Let's say a spaceship leaves Earth and is travelling at relativistic speeds. The spaceship's commander observes a supernova that took place somewhere ahead of the spaceship and then sends a signal to Earth to inform it of the supernova. On Earth, what will happen first, the reception of the signal or the observation of the supernova?
Common sense tells us that the light from the supernova will reach Earth first but doing the calculations tells us the opposite. How can this be explained?
Here is the full enunciation of the problem + solving:
The commander of a spaceship which is moving away from Earth on the x-axis with speed v=0.8c observes a supernova at the following spatio-temporal coordinates:
x'=6.2*10^8 ls (light-seconds)
measured from the spaceship's reference frame and reports the event to Earth.
What are the spatio-temporal coordinates of the supernova from the Earth's reference frame? Also, will Earth receive the information from the commander before or after the astronomers on Earth observe the supernova?
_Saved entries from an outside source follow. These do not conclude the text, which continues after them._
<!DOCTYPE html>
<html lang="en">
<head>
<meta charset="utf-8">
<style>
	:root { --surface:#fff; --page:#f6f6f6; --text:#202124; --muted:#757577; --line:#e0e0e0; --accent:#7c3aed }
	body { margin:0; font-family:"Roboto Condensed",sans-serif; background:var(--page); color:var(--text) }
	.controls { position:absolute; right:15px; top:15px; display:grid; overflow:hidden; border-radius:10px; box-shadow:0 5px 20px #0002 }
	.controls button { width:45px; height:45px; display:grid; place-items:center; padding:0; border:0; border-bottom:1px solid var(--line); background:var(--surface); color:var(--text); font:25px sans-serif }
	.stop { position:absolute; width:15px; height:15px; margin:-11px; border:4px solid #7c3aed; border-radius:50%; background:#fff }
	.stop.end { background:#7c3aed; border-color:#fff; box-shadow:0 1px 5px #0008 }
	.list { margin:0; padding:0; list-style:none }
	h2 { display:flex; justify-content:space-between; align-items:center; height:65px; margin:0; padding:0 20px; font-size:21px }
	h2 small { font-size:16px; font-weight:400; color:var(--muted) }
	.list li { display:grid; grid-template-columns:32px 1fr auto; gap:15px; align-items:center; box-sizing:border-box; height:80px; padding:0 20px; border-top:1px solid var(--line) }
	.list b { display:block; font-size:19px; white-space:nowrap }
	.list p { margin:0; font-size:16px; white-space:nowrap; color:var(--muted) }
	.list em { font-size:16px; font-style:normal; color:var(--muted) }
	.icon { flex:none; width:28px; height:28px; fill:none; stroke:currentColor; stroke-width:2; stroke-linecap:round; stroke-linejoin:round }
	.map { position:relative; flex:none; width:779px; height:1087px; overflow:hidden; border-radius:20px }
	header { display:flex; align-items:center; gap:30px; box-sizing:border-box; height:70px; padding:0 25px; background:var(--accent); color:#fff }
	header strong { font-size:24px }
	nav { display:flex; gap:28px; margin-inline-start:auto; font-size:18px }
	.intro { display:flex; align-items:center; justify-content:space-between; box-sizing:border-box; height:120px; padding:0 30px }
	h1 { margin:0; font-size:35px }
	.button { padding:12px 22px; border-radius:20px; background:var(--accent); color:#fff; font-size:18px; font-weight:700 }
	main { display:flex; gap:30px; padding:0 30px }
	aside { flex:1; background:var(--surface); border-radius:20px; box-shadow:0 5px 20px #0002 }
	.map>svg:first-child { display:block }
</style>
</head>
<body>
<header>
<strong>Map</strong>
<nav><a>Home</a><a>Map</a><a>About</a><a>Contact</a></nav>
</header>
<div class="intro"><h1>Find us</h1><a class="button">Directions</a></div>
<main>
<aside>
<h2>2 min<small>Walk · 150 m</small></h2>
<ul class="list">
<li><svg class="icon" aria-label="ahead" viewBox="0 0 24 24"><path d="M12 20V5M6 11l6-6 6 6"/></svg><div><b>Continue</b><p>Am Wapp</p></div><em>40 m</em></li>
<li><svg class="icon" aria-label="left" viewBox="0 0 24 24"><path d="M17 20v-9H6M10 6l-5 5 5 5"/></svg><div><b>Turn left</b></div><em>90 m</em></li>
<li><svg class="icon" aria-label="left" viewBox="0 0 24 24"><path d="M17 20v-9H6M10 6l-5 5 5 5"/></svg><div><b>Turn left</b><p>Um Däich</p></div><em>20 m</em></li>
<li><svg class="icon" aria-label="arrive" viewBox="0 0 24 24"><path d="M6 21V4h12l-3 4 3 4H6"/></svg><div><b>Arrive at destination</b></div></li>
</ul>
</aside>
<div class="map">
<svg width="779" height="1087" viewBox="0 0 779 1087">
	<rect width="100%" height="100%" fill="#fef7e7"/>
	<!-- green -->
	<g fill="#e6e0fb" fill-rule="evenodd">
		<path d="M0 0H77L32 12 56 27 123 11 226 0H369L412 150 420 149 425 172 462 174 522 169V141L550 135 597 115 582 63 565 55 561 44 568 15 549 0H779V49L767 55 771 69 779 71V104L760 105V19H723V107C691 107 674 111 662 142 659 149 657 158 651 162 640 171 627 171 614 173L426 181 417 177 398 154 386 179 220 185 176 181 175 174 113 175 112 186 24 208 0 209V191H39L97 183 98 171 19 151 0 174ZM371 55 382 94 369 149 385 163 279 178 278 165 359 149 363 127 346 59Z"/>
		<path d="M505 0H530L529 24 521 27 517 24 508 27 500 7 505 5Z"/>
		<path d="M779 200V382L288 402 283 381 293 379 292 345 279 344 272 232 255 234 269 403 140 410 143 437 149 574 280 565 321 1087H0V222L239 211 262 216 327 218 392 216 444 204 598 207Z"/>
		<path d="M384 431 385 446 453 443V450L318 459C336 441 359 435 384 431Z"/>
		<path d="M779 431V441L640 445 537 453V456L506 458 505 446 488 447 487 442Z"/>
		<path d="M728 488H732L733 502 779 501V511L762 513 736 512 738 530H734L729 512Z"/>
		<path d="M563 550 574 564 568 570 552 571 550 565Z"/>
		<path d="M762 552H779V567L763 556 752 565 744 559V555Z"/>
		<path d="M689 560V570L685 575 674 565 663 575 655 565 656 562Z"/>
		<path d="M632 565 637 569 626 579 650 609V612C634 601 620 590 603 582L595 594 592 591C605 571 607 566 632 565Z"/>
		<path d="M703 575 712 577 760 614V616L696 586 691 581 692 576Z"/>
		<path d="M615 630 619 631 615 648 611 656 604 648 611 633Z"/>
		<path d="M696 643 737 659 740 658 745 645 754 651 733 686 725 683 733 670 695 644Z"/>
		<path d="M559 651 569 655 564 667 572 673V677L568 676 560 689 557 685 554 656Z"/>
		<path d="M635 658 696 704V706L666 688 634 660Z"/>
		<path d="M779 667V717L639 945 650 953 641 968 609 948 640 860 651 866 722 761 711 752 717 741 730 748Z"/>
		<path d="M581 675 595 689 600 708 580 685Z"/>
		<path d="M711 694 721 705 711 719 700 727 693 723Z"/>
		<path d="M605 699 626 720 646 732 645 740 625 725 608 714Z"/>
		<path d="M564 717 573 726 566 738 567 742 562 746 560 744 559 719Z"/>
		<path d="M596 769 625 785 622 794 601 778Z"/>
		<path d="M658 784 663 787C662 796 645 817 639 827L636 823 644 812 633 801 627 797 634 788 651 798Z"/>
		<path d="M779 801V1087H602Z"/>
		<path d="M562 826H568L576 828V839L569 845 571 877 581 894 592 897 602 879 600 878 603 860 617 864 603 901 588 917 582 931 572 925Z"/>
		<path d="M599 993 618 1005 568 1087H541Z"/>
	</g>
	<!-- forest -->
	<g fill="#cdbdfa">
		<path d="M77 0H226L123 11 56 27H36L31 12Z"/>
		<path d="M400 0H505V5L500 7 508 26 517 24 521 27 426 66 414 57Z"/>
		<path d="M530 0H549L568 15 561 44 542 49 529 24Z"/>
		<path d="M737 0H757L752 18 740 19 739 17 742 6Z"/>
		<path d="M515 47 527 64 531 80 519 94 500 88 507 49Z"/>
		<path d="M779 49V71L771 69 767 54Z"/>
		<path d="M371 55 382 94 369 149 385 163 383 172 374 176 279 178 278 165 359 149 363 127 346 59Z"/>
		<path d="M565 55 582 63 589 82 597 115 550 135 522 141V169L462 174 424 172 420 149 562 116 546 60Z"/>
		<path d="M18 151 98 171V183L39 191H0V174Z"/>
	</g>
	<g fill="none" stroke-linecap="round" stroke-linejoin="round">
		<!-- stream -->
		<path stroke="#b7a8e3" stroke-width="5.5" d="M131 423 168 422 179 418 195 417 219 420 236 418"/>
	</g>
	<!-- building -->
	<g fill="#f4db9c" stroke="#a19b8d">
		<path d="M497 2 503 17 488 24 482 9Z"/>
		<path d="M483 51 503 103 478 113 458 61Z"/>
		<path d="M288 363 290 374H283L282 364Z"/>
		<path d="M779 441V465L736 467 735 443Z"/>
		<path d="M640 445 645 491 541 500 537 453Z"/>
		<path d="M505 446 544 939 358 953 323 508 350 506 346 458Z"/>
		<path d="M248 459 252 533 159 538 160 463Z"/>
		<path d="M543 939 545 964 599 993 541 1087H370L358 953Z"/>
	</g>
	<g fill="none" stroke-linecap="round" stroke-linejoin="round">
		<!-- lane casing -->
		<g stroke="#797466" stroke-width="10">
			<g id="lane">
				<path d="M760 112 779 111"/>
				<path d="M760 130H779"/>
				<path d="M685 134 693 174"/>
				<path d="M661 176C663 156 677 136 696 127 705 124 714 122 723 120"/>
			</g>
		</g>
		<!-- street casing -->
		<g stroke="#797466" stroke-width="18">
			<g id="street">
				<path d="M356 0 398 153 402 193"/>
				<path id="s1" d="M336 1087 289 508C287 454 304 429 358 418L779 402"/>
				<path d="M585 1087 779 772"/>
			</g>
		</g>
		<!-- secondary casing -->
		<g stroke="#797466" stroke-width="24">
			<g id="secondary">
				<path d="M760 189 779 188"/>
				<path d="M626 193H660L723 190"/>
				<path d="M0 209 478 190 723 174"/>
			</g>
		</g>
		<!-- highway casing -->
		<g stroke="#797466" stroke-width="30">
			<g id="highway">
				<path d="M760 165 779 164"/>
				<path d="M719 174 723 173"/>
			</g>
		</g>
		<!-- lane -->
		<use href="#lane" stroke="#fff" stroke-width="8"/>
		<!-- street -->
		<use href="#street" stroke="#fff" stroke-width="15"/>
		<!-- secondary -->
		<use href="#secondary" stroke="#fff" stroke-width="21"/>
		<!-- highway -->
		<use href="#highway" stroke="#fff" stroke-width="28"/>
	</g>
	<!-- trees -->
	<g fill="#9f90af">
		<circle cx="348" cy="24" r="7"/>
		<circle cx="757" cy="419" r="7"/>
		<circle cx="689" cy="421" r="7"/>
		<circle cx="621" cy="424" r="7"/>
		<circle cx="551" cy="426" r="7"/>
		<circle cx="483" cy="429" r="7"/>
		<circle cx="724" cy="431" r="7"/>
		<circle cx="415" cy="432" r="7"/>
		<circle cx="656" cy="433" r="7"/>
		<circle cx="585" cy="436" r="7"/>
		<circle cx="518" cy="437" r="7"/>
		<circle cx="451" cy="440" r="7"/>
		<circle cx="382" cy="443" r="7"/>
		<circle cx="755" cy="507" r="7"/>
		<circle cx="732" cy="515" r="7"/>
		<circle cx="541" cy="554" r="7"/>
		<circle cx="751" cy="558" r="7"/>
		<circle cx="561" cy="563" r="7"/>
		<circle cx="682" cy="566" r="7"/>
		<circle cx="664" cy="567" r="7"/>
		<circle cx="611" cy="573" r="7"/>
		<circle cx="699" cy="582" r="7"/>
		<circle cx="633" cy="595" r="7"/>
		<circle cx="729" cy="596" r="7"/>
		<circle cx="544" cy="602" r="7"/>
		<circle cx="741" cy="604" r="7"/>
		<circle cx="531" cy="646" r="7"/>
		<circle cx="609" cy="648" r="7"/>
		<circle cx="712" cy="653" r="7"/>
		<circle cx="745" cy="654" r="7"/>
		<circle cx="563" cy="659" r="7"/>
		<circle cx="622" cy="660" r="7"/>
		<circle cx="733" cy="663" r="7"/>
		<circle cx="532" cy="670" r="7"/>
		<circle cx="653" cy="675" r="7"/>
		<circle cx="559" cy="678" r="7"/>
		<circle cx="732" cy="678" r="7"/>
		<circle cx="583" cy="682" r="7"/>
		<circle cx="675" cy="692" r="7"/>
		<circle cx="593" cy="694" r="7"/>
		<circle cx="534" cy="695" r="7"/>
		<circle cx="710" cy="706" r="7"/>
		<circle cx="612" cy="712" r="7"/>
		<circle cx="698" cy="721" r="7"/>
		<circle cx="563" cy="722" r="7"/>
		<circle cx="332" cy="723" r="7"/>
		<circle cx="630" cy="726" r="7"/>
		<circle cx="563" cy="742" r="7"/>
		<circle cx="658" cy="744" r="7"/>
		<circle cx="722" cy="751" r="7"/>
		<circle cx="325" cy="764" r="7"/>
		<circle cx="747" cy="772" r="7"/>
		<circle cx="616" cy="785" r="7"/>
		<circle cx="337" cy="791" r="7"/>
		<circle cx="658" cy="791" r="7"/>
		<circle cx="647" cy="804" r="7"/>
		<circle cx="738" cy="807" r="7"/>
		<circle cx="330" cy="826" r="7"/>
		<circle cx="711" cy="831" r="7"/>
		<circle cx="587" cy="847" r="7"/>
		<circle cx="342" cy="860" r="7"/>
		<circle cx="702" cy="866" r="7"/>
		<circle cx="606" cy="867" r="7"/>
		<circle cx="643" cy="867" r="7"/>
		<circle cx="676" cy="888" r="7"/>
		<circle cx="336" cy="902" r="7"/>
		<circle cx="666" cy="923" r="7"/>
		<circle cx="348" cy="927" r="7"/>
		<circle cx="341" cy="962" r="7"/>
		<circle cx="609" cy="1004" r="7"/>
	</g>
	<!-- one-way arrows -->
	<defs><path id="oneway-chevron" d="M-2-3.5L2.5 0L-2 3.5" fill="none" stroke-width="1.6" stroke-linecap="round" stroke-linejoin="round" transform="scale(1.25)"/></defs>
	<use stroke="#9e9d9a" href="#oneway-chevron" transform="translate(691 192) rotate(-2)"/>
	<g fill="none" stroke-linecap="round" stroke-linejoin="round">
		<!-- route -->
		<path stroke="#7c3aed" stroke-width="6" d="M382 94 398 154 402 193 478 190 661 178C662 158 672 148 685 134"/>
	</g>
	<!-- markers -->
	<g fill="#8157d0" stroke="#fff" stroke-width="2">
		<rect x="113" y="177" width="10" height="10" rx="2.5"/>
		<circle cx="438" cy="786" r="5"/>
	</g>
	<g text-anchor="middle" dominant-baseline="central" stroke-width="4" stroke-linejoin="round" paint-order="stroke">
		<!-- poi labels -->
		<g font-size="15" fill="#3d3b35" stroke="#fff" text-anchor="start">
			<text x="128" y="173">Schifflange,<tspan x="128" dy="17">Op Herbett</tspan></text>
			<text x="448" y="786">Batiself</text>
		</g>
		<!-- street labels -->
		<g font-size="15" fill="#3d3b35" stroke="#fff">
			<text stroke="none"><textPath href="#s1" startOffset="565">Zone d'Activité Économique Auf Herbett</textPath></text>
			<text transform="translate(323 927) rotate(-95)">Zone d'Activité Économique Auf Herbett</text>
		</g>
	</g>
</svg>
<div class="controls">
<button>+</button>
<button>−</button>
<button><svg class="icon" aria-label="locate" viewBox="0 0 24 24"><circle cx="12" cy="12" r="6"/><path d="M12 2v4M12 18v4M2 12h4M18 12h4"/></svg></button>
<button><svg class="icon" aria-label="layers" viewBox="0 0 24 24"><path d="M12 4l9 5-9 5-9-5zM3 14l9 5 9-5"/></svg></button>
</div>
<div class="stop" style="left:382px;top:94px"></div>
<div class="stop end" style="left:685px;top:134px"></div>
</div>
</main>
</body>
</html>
Applying the Lorentz transformations yields:
x=(x' - v*t')/sqrt(1-v^2/c^2)=2.3*10^8 ls
t=(t' - v/c^2*x')/sqrt(1-v^2/c^2)=1.733*10^8 s
The results match those of my teacher's although I find the results pretty strange. x < x' although it should be vice-versa because the commander of the spaceship sees space contracted. Also t < t', but since time flows slower on Earth from the reference frame of the ship, it should be vice-versa. My guess is that my teacher got this wrong by misusing the Lorenz transformations.